A criminalidade organizada há muito deixou de poder ser compreendida como um fenómeno circunscrito às fronteiras de um Estado. Narcotráfico, tráfico de seres humanos, branqueamento de capitais, criminalidade económico-financeira, cibercrime e múltiplas formas de associação criminosa desenvolvem-se hoje através de estruturas flexíveis, redes internacionais e circuitos financeiros capazes de aproveitar as fragilidades dos sistemas nacionais.

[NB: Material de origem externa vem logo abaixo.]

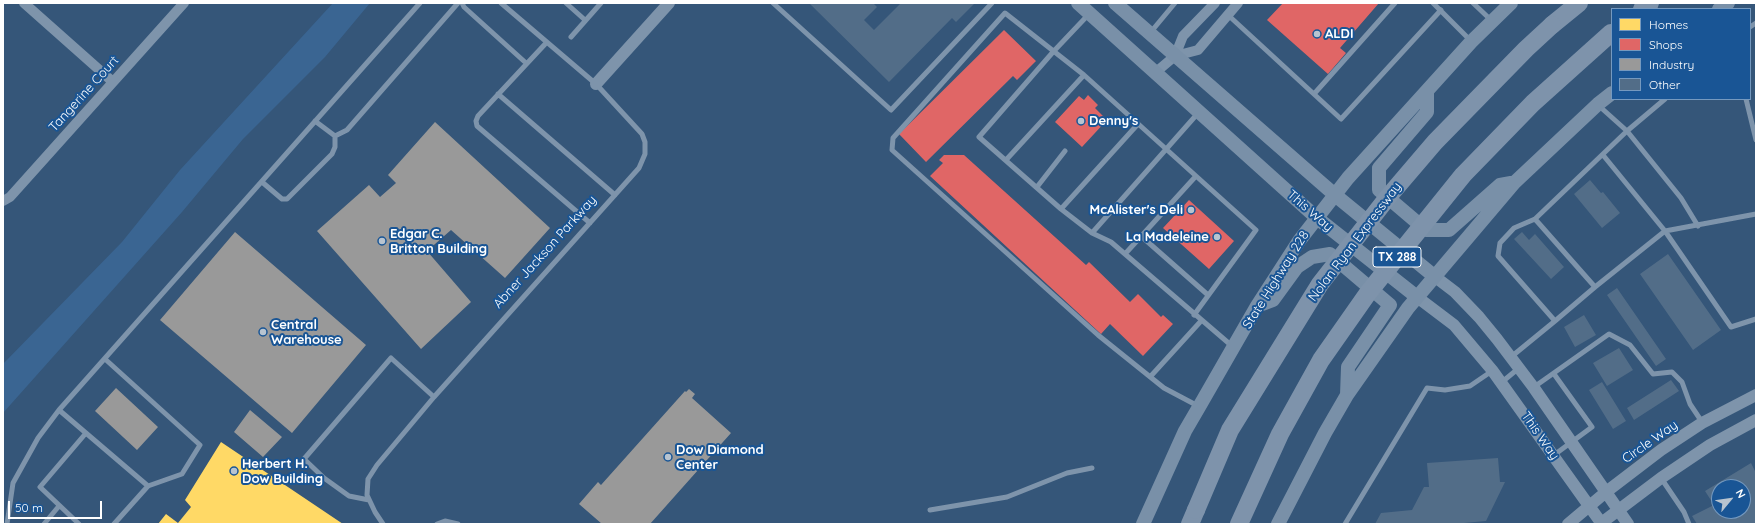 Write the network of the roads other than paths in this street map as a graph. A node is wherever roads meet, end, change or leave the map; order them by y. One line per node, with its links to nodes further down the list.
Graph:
1 (24, 3): 37 (street)
2 (184, 3): 37 (street, Tangerine Court)
3 (420, 3): 47 (lane)
4 (458, 3): 50 (lane)
5 (462, 3): 34 (lane)
6 (501, 3): 30 (lane, Abner Jackson Parkway)
7 (566, 3): 25 (lane)
8 (601, 3): 25 (lane)
9 (669, 3): 38 (street)
10 (773, 3): 11 (lane)
11 (992, 3)
12 (1078, 3): 23 (main road, This Way)
13 (1115, 3): 27 (main road, This Way)
14 (1175, 3): 27 (lane)
15 (1216, 3): 33 (street)
16 (1238, 3): 24 (street)
17 (1395, 3): 41 (lane)
18 (1433, 3): 22 (lane)
19 (1473, 3): 26 (lane)
20 (1511, 3): 26 (main road, State Highway 228)
21 (1578, 3): 110 (highway, Nolan Ryan Expressway / TX 288, bridge)
22 (1440, 10): 31 (lane); 41 (lane)
23 (1090, 14): 32 (lane); 35 (main road, This Way)
24 (1228, 14): 33 (street); 41 (lane)
25 (585, 20): 29 (lane)
26 (1492, 20): 31 (main road, State Highway 228)
27 (1150, 34): 33 (main road, This Way)
28 (1611, 34): 119 (highway, TX 288, bridge)
29 (571, 37)
30 (546, 42): 34 (lane); 38 (lane, Abner Jackson Parkway)
31 (1471, 42): 39 (main road, State Highway 228)
32 (1053, 52): 36 (lane); 55 (lane); 88 (lane)
33 (1175, 56): 35 (street); 61 (main road, This Way)
34 (526, 63): 40 (lane)
35 (1156, 72): 46 (main road, This Way)
36 (1084, 75): 48 (lane); 55 (lane)
37 (113, 82): 62 (street, Tangerine Court)
38 (596, 84): 60 (lane, Abner Jackson Parkway)
39 (1426, 92): 58 (main road); 61 (main road, State Highway 228)
40 (498, 94): 60 (lane); 67 (lane)
41 (1314, 94)
42 (1611, 94): 45 (main road)
43 (1664, 100): 49 (lane)
44 (1746, 100): 51 (lane)
45 (1597, 105): 49 (lane); 58 (main road)
46 (1199, 112): 52 (lane); 65 (main road, This Way)
47 (315, 121): 50 (lane); 57 (lane)
48 (1138, 124): 52 (lane); 63 (lane)
49 (1627, 131): 54 (lane); 68 (lane)
50 (335, 136): 57 (lane)
51 (1756, 140)
52 (1166, 150): 56 (lane); 70 (lane)
53 (1066, 151): 59 (lane)
54 (1603, 155): 66 (lane); 69 (lane)
55 (1006, 160): 59 (lane)
56 (1196, 176): 71 (lane); 75 (lane)
57 (262, 182): 84 (lane)
58 (1514, 183): 73 (main road)
59 (1037, 187): 63 (lane)
60 (615, 195): 67 (lane, Abner Jackson Parkway)
61 (1335, 195): 65 (main road, State Highway 228); 73 (main road, This Way)
62 (3, 201)
63 (1061, 209): 70 (lane)
64 (1756, 214): 68 (lane)
65 (1317, 218): 76 (main road, This Way); 77 (main road, State Highway 228)
66 (1535, 219): 74 (lane); 81 (lane)
67 (590, 223): 93 (lane, Abner Jackson Parkway)
68 (1698, 226): 69 (lane)
69 (1665, 232): 74 (lane); 79 (lane)
70 (1092, 233): 72 (lane)
71 (1141, 236): 72 (lane); 75 (lane)
72 (1125, 254): 78 (lane)
73 (1434, 276): 76 (main road); 83 (street, This Way)
74 (1594, 287): 81 (lane)
75 (1208, 295): 78 (lane)
76 (1417, 297): 86 (street, This Way); 92 (main road)
77 (1257, 306): 82 (main road, State Highway 228); 92 (main road)
78 (1194, 315): 80 (lane)
79 (1756, 319)
80 (1201, 321): 82 (lane); 88 (lane)
81 (1555, 321): 83 (lane)
82 (1234, 348): 94 (main road, State Highway 228)
83 (1511, 357): 85 (street, This Way)
84 (105, 359): 95 (lane); 103 (lane)
85 (1519, 368): 89 (lane); 90 (street, This Way)
86 (1492, 370): 89 (street, This Way); 121 (lane)
87 (1554, 374): 90 (lane); 97 (lane); 99 (lane)
88 (1150, 377): 94 (lane)
89 (1502, 382): 100 (street, This Way)
90 (1534, 388): 99 (street, This Way)
91 (1756, 394): 97 (street, Circle Way)
92 (1348, 395): 120 (main road)
93 (434, 397): 105 (lane, Abner Jackson Parkway); 105 (lane)
94 (1199, 407): 111 (main road, State Highway 228)
95 (59, 410): 98 (lane); 112 (lane)
96 (1756, 420): 102 (street)
97 (1702, 423): 104 (street, Circle Way)
98 (86, 433): 103 (lane); 106 (lane)
99 (1571, 442): 100 (lane); 104 (street, This Way)
100 (1553, 456): 107 (street, This Way)
101 (1092, 468): 108 (lane)
102 (1661, 478): 109 (street); 125 (lane)
103 (148, 486): 115 (lane)
104 (1606, 492): 107 (street, Circle Way); 109 (street, This Way)
105 (369, 500): 116 (lane, Abner Jackson Parkway)
106 (59, 506): 113 (lane); 114 (lane)
107 (1589, 506): 122 (street, Circle Way); 123 (street, This Way)
108 (930, 510)
109 (1618, 510): 123 (street); 124 (street, This Way)
110 (1193, 517)
111 (1145, 519)
112 (7, 524)
113 (44, 524)
114 (79, 524)
115 (114, 524)
116 (383, 524)
117 (437, 524): 118 (lane)
118 (458, 524)
119 (1239, 524)
120 (1278, 524)
121 (1345, 524)
122 (1568, 524)
123 (1601, 524)
124 (1628, 524)
125 (1689, 524) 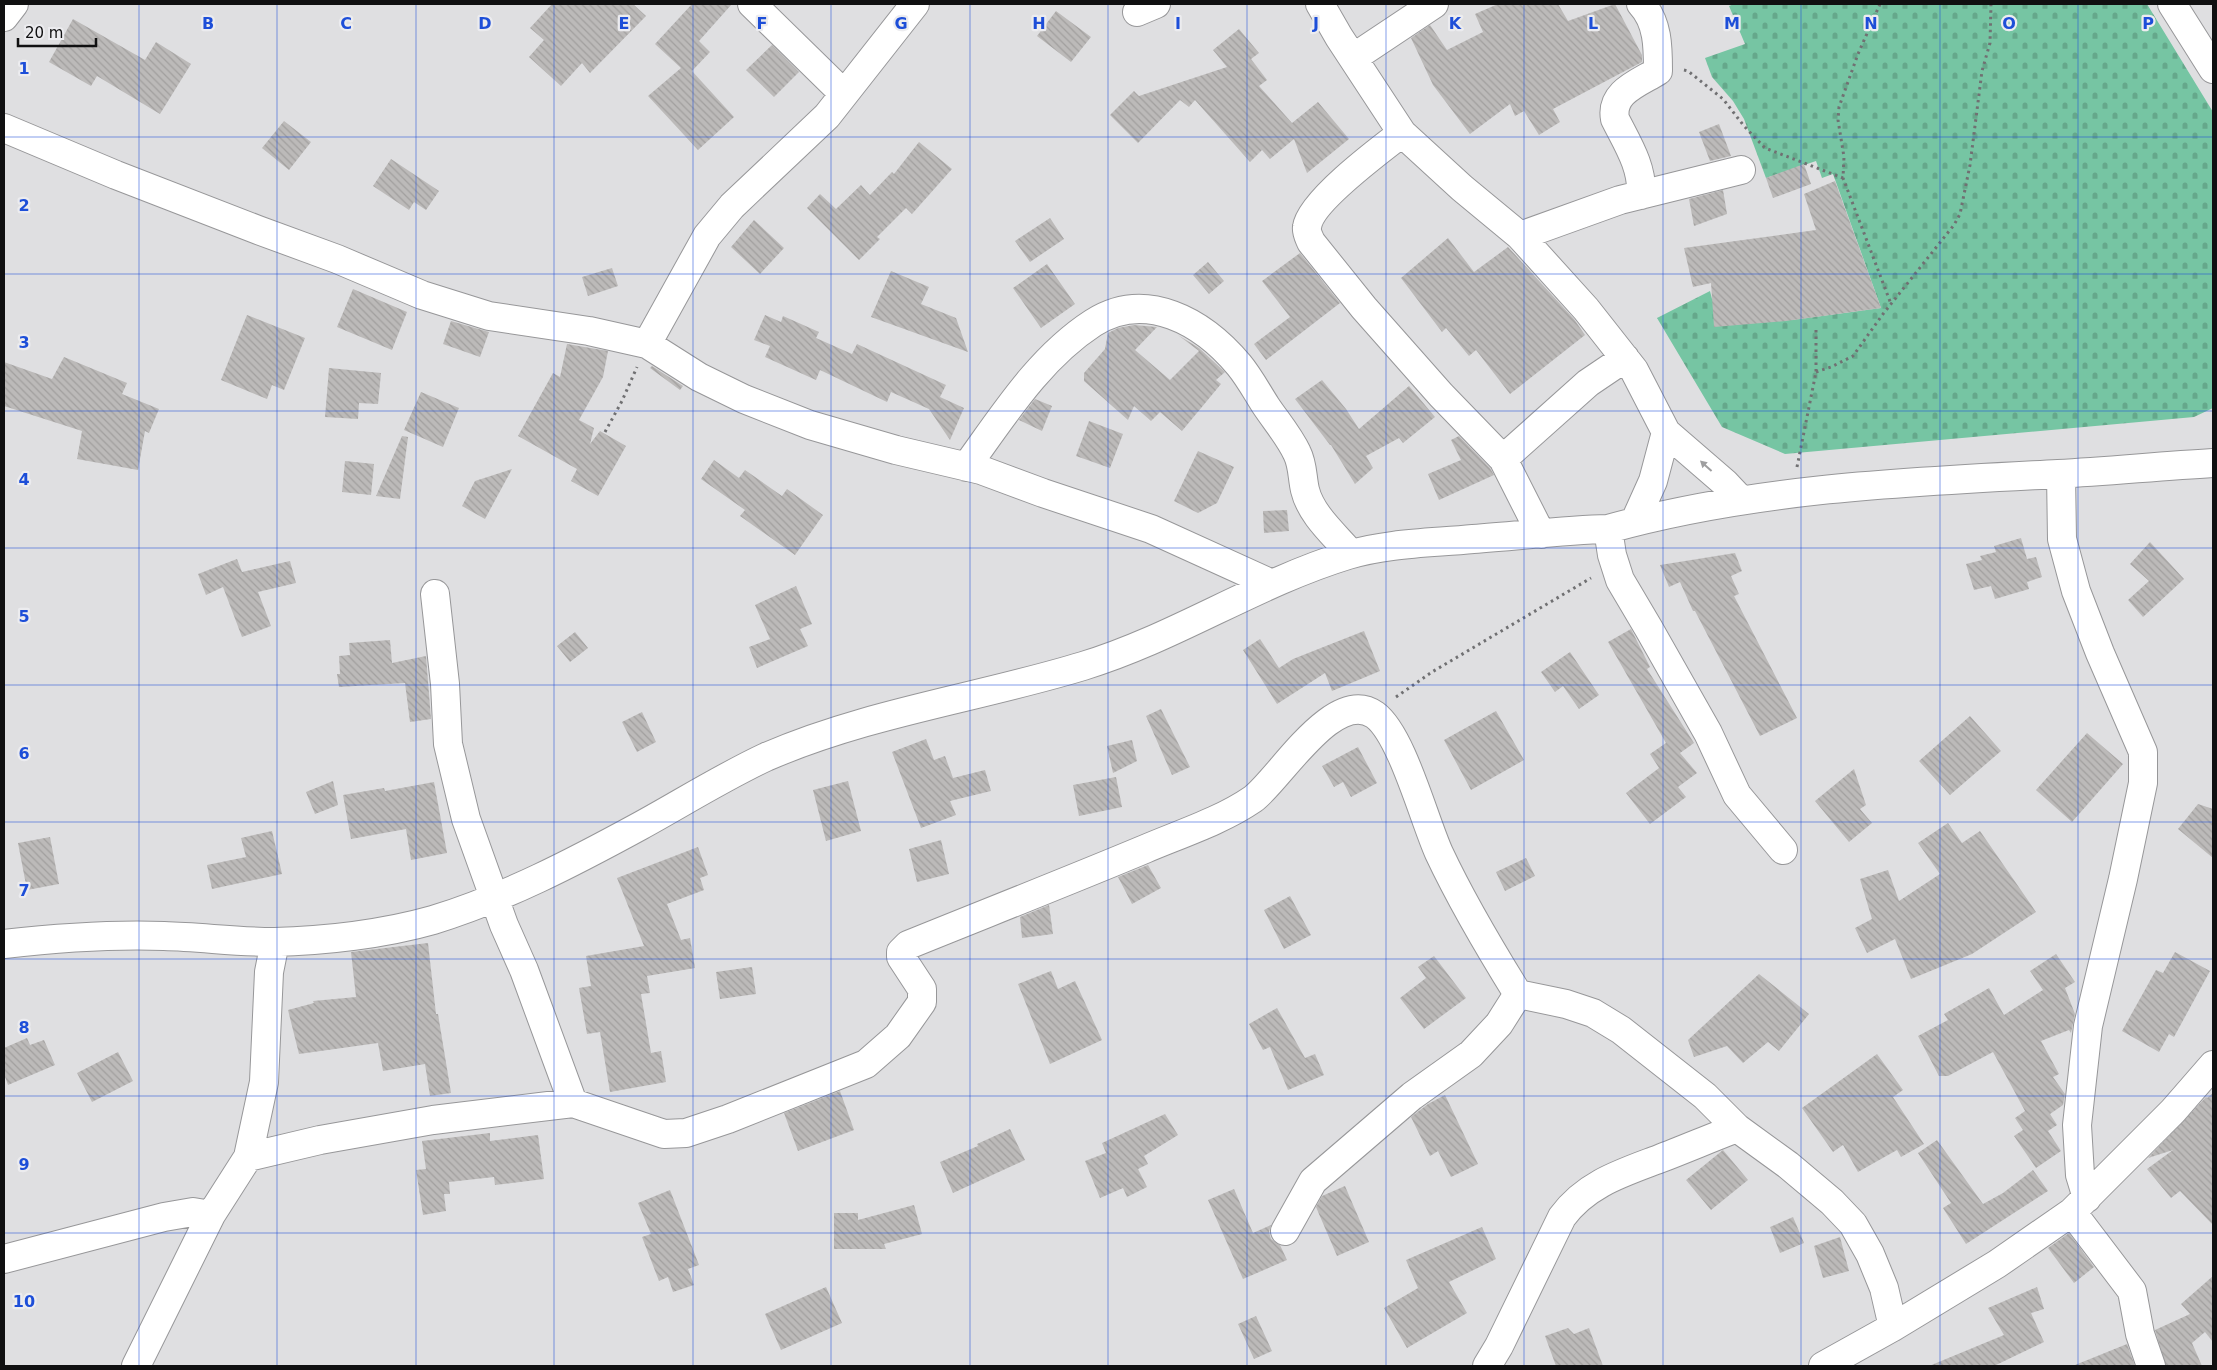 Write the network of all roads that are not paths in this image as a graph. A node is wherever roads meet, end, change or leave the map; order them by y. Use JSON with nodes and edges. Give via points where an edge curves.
{"nodes":[{"id":1,"x":14,"y":4,"type":"edge"},
{"id":2,"x":752,"y":4,"type":"edge"},
{"id":3,"x":915,"y":4,"type":"edge"},
{"id":4,"x":1320,"y":4,"type":"edge"},
{"id":5,"x":1434,"y":4,"type":"edge"},
{"id":6,"x":1641,"y":4,"type":"edge"},
{"id":7,"x":2172,"y":4,"type":"edge"},
{"id":8,"x":4,"y":17,"type":"edge"},
{"id":9,"x":1353,"y":58,"type":"junction"},
{"id":10,"x":2213,"y":69,"type":"edge"},
{"id":11,"x":844,"y":94,"type":"junction"},
{"id":12,"x":4,"y":128,"type":"edge"},
{"id":13,"x":1402,"y":132,"type":"junction"},
{"id":14,"x":1741,"y":170,"type":"dead end"},
{"id":15,"x":1641,"y":195,"type":"junction"},
{"id":16,"x":1520,"y":236,"type":"junction"},
{"id":17,"x":647,"y":344,"type":"junction"},
{"id":18,"x":1624,"y":358,"type":"junction"},
{"id":19,"x":1666,"y":432,"type":"junction"},
{"id":20,"x":1503,"y":459,"type":"junction"},
{"id":21,"x":2213,"y":463,"type":"edge"},
{"id":22,"x":966,"y":467,"type":"junction"},
{"id":23,"x":2061,"y":474,"type":"junction"},
{"id":24,"x":1741,"y":500,"type":"junction"},
{"id":25,"x":1635,"y":521,"type":"junction"},
{"id":26,"x":1608,"y":529,"type":"junction"},
{"id":27,"x":1541,"y":534,"type":"junction"},
{"id":28,"x":1351,"y":554,"type":"junction"},
{"id":29,"x":1272,"y":584,"type":"junction"},
{"id":30,"x":435,"y":594,"type":"dead end"},
{"id":31,"x":1783,"y":850,"type":"dead end"},
{"id":32,"x":494,"y":898,"type":"junction"},
{"id":33,"x":275,"y":942,"type":"junction"},
{"id":34,"x":4,"y":944,"type":"edge"},
{"id":35,"x":1518,"y":994,"type":"junction"},
{"id":36,"x":2213,"y":1065,"type":"edge"},
{"id":37,"x":573,"y":1103,"type":"junction"},
{"id":38,"x":1737,"y":1128,"type":"junction"},
{"id":39,"x":248,"y":1157,"type":"junction"},
{"id":40,"x":2079,"y":1205,"type":"junction"},
{"id":41,"x":211,"y":1215,"type":"junction"},
{"id":42,"x":1285,"y":1231,"type":"dead end"},
{"id":43,"x":4,"y":1259,"type":"edge"},
{"id":44,"x":1893,"y":1327,"type":"junction"},
{"id":45,"x":136,"y":1366,"type":"edge"},
{"id":46,"x":1487,"y":1366,"type":"edge"},
{"id":47,"x":1824,"y":1366,"type":"edge"},
{"id":48,"x":2151,"y":1366,"type":"edge"}],
"edges":[{"from":1,"to":8,"type":"street"},
{"from":2,"to":11,"type":"street"},
{"from":3,"to":11,"type":"street"},
{"from":4,"to":9,"type":"street"},
{"from":5,"to":9,"type":"street"},
{"from":6,"to":15,"type":"street","via":[[1656,31],[1658,71],[1623,92],[1615,102],[1614,110],[1615,119],[1639,170]]},
{"from":7,"to":10,"type":"street"},
{"from":9,"to":13,"type":"street"},
{"from":11,"to":17,"type":"street","via":[[801,142],[732,206],[708,236]]},
{"from":12,"to":17,"type":"street","via":[[422,295],[489,316],[589,331]]},
{"from":13,"to":16,"type":"street"},
{"from":13,"to":20,"type":"street","via":[[1341,182],[1310,218],[1308,234],[1364,308],[1441,396]]},
{"from":14,"to":15,"type":"street"},
{"from":15,"to":16,"type":"street"},
{"from":16,"to":18,"type":"street","via":[[1586,309]]},
{"from":17,"to":22,"type":"street","via":[[699,377],[810,425]]},
{"from":18,"to":19,"type":"street","via":[[1634,370]]},
{"from":18,"to":20,"type":"street","via":[[1588,383]]},
{"from":24,"to":19,"type":"street","one_way":true},
{"from":19,"to":25,"type":"street","via":[[1653,481]]},
{"from":20,"to":27,"type":"street"},
{"from":21,"to":23,"type":"street"},
{"from":22,"to":28,"type":"street","via":[[1025,387],[1068,342],[1109,315],[1150,308],[1191,323],[1219,344],[1240,366],[1297,453],[1308,498],[1322,521]]},
{"from":22,"to":29,"type":"street","via":[[1151,529]]},
{"from":23,"to":24,"type":"street","via":[[1909,482],[1792,492]]},
{"from":23,"to":40,"type":"street","via":[[2062,539],[2070,568],[2100,654],[2143,752],[2143,783],[2088,1026],[2078,1125]]},
{"from":24,"to":25,"type":"street"},
{"from":25,"to":26,"type":"street"},
{"from":26,"to":27,"type":"street"},
{"from":26,"to":31,"type":"street","via":[[1620,580],[1703,725],[1737,795]]},
{"from":27,"to":28,"type":"street","via":[[1430,543]]},
{"from":28,"to":29,"type":"street"},
{"from":29,"to":32,"type":"street","via":[[1194,622],[1086,665],[816,737],[764,758],[570,863]]},
{"from":30,"to":32,"type":"street","via":[[448,744],[466,819]]},
{"from":32,"to":33,"type":"street","via":[[431,920],[327,938]]},
{"from":32,"to":37,"type":"street"},
{"from":33,"to":34,"type":"street","via":[[106,936]]},
{"from":33,"to":39,"type":"street","via":[[270,972],[264,1082]]},
{"from":35,"to":37,"type":"street","via":[[1486,942],[1439,852],[1386,725],[1373,714],[1354,711],[1329,722],[1293,754],[1254,798],[1216,818],[908,945],[901,952],[902,957],[922,989],[922,1002],[898,1036],[866,1064],[686,1133],[664,1134]]},
{"from":35,"to":38,"type":"street","via":[[1593,1013],[1621,1030],[1705,1096]]},
{"from":35,"to":42,"type":"street","via":[[1499,1024],[1471,1054],[1412,1096],[1313,1181]]},
{"from":36,"to":40,"type":"street","via":[[2173,1111]]},
{"from":37,"to":39,"type":"street","via":[[433,1120],[320,1140]]},
{"from":38,"to":44,"type":"street","via":[[1788,1165],[1853,1224],[1884,1288]]},
{"from":38,"to":46,"type":"street","via":[[1606,1180],[1571,1204]]},
{"from":39,"to":41,"type":"street"},
{"from":40,"to":44,"type":"street","via":[[1998,1264]]},
{"from":40,"to":48,"type":"street","via":[[2132,1290],[2140,1334]]},
{"from":41,"to":43,"type":"street","via":[[193,1212],[164,1217]]},
{"from":41,"to":45,"type":"street"},
{"from":44,"to":47,"type":"street"}]}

É neste contexto particularmente exigente que surge A Tópica da Criminalidade Organizada Transnacional – Reconstrução entre o contrato social e o pacto criminoso, de José Joaquim Monteiro Ramos, publicado pelas Edições Almedina, na coleção Ratio Iuris.
Mais do que estudar simplesmente as manifestações contemporâneas do crime organizado, o autor coloca uma questão anterior e mais profunda: como deve o Estado combater organizações criminosas que desafiam a sua autoridade sem, nesse combate, comprometer os princípios que legitimam o próprio exercício do poder?
Num período em que as organizações criminosas atuam em vários países simultaneamente, movimentam enormes recursos financeiros, utilizam tecnologia avançada e exploram as diferenças entre ordenamentos jurídicos, discutir a criminalidade organizada transnacional significa discutir também a capacidade do Estado para exercer soberania e proteger os cidadãos.
A Tópica da Criminalidade Organizada Transnacional apresenta-se, assim, como uma obra particularmente relevante para magistrados, forças e serviços de segurança, investigadores criminais, juristas, académicos e estudantes, mas também para todos aqueles que procuram compreender uma das grandes ameaças à segurança contemporânea.